This post is very old and likely contains information that is no longer accurate and links which no longer work. Proceed with caution.

So a week ago I had a rather nasty shock. I was watching a TV show that I was playing on my laptop, which was hooked up to my DVD Recorder via S-Video and composite audio cables. Nothing I hadn’t done a few dozen times before. The difference was: I realized that I had not plugged in the laptop’s power cord. When I proceeded to plug in the laptop – poof – sparks flew and smoke rolled out of the laptop from under the headphone jacks. It’s an Acer not a Dell so this was truly a surprise :)

After some minor panicing, I found that the laptop would still boot (thankfully) but the audio was dead. I presume the S-Video port was also dead, but I was not about to test it. Sadly, my DirecTivo was also fried (also connected to the DVD Recorder via S-Video) but the DVD recorder is just fine. The jolt also fried a segment of coax cable between the Tivo and the Satellite dish: Specifically it was the segment that goes from the inside of the house to the grounding block outside.

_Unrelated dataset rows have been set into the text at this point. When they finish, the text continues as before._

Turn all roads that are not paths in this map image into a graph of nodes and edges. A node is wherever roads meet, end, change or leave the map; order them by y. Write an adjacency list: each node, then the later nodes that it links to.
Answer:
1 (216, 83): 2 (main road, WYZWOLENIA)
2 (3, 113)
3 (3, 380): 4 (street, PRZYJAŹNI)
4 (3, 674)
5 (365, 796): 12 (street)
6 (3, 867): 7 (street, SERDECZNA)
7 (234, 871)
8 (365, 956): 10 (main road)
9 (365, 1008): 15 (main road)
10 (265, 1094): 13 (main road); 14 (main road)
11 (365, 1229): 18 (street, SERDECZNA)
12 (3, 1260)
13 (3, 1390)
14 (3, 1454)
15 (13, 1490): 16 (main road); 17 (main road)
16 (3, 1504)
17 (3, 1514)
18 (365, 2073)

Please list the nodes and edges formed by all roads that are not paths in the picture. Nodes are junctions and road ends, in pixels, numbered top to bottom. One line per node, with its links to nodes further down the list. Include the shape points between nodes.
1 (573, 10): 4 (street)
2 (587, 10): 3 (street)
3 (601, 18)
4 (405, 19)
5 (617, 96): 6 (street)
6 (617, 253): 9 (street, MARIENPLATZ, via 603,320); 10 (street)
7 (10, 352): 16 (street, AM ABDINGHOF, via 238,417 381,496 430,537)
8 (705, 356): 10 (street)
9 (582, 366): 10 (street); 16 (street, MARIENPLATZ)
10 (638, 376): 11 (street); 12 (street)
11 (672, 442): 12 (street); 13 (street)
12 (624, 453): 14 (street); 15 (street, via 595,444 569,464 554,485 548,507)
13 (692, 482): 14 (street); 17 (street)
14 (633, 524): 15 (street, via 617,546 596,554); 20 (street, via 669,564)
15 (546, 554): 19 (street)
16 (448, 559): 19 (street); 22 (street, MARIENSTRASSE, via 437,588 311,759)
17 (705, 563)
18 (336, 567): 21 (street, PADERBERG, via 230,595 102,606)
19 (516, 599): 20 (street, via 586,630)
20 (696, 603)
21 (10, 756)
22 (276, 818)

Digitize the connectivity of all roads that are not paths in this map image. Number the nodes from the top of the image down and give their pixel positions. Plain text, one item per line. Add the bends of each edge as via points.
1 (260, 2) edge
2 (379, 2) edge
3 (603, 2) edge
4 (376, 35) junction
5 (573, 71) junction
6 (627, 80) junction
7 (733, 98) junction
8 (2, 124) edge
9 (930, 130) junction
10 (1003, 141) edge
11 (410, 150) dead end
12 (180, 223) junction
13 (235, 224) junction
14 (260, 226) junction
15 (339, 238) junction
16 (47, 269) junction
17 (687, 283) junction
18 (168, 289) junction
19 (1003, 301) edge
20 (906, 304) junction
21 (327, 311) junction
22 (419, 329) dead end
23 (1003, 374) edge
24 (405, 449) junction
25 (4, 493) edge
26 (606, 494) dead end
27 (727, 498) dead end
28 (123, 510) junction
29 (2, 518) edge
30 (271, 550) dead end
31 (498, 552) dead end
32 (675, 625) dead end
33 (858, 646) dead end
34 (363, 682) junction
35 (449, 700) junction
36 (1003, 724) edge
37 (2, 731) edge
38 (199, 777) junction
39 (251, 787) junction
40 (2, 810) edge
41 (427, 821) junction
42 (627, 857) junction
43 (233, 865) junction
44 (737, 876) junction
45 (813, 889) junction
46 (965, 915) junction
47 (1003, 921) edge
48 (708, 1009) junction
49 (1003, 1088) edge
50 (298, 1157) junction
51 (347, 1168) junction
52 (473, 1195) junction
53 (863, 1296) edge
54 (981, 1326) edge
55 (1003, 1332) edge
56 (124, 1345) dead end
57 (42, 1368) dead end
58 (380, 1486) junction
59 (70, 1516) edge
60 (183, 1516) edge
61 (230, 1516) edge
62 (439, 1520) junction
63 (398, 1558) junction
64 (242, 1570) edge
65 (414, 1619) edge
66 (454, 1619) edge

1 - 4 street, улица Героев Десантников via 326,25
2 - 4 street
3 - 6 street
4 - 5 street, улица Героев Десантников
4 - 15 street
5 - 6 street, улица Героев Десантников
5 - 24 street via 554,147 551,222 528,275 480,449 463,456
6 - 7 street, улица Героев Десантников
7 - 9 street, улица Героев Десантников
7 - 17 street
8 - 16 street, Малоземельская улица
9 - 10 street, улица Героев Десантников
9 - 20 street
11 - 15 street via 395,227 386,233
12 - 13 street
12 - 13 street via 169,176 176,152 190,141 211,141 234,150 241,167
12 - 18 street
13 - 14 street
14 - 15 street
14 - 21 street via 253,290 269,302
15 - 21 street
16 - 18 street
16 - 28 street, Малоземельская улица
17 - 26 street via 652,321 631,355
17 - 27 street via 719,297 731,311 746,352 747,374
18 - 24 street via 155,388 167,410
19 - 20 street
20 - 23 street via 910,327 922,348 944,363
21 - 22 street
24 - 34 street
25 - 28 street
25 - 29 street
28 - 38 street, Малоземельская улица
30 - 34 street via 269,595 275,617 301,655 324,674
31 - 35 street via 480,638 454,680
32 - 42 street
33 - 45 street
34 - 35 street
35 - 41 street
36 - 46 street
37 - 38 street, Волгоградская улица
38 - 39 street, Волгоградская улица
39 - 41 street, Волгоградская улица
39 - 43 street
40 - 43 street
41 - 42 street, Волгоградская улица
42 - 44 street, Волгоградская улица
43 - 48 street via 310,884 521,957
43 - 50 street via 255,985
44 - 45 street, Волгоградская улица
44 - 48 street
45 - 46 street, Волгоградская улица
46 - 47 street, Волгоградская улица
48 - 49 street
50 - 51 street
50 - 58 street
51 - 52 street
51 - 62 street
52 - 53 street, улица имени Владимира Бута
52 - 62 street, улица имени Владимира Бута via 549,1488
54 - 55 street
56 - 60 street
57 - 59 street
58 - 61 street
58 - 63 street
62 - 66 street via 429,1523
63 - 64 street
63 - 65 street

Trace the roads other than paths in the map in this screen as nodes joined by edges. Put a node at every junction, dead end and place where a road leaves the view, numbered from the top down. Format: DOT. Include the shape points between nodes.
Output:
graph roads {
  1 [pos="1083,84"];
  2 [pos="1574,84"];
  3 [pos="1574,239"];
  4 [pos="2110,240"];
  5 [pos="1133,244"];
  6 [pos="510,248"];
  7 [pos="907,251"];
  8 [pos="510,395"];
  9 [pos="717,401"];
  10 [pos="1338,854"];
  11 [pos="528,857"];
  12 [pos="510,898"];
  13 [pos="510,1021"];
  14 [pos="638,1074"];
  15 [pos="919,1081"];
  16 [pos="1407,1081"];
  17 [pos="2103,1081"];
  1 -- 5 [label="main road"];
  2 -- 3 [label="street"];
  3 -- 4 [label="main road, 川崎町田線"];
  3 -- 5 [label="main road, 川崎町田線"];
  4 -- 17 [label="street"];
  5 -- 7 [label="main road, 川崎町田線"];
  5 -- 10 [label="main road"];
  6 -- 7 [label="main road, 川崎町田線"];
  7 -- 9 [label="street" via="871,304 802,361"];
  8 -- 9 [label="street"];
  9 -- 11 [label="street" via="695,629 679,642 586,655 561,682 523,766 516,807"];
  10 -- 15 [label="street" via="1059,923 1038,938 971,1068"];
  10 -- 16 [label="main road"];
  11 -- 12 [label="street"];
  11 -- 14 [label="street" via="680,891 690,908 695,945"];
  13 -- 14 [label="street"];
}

I sent the laptop back since it was still under warranty. Acer support was really excellent in this regard. They even scheduled FedEx to pick it up and ship it back to them for free(!) so I was not out a dime. I am, however, still without the laptop as the Holiday weekend delayed the return shipment. It would have been a 7-day turnaround. Not too shabby. Their support system notified me when they received it and when they shipped it back (both the same day, as a matter of fact.) I’ll know more tomorrow when I actually have the laptop back and can see how well it works. I presume they just swapped out the mainboard.

Unfortunately, the Tivo was two years old. I had to order a replacement off eBay because DirecTV no longer sells DVRs with the Tivo software. We have one of the new R15 “DirecTV Plus DVR” boxes and it sucks in comparison to the Tivo – That’s a rant for another time. I also spent a little time on Saturday replacing the bad segment of coax, which turned out to be pretty simple.

Postmortem on the Tivo revealed that it had fried the motherboard. The hard drive and power supply both appear to be ok. Unfortunately the DirecTivo boxes encrypt the recording based on the motherboard’s serial number, so any recordings that we had previously saved are lost even if I swap hard drives with its replacement.

I read in a few places around the ‘net that this happens more than people would like to admit. Most TV equipment (TVs, DVD Players, Tivos, etc) are not grounded, but S-Video includes a ground wire. If somehow voltage travels across the ground wire (hot ground or hot/neutral reversed on the electrical outlet, power surge, etc) it can fry some or all of the components as way more voltage than was intended to travel over the ground wires tries to find a way to earth.

Moral of the story is: make sure all components are powered off and plugged in before making an S-Video connection! Apparently the reason it had been fine previously is because I had the S-Video port on the laptop off before plugging it in, and because it was plugged into power before powering on the S-Video port, it was grounded.

I can only speculate that the Tivo fried when the surge was trying to find a ground and for whatever reason the shortest path was via the coax to the grounding block outside.

It’s not all bad news though. Because I’ve been without my laptop, I’ve been using my server at home as my desktop, so I have some more updates to make on my Desktop FreeBSD page.

Stay tuned…

Update 9/5:
I received my laptop as well as the replacement TiVo today, both work fine, but apparently there’s a problem with my Dish’s built-in multiswitch which will require a visit from a DirecTV installer to fix. I thought I had just fried a section of cable, which I had, but I must have left cables swapped on the multiswitch, too.

Kudos to Acer support for their fast turn-around time and getting my laptop fixed right the first time!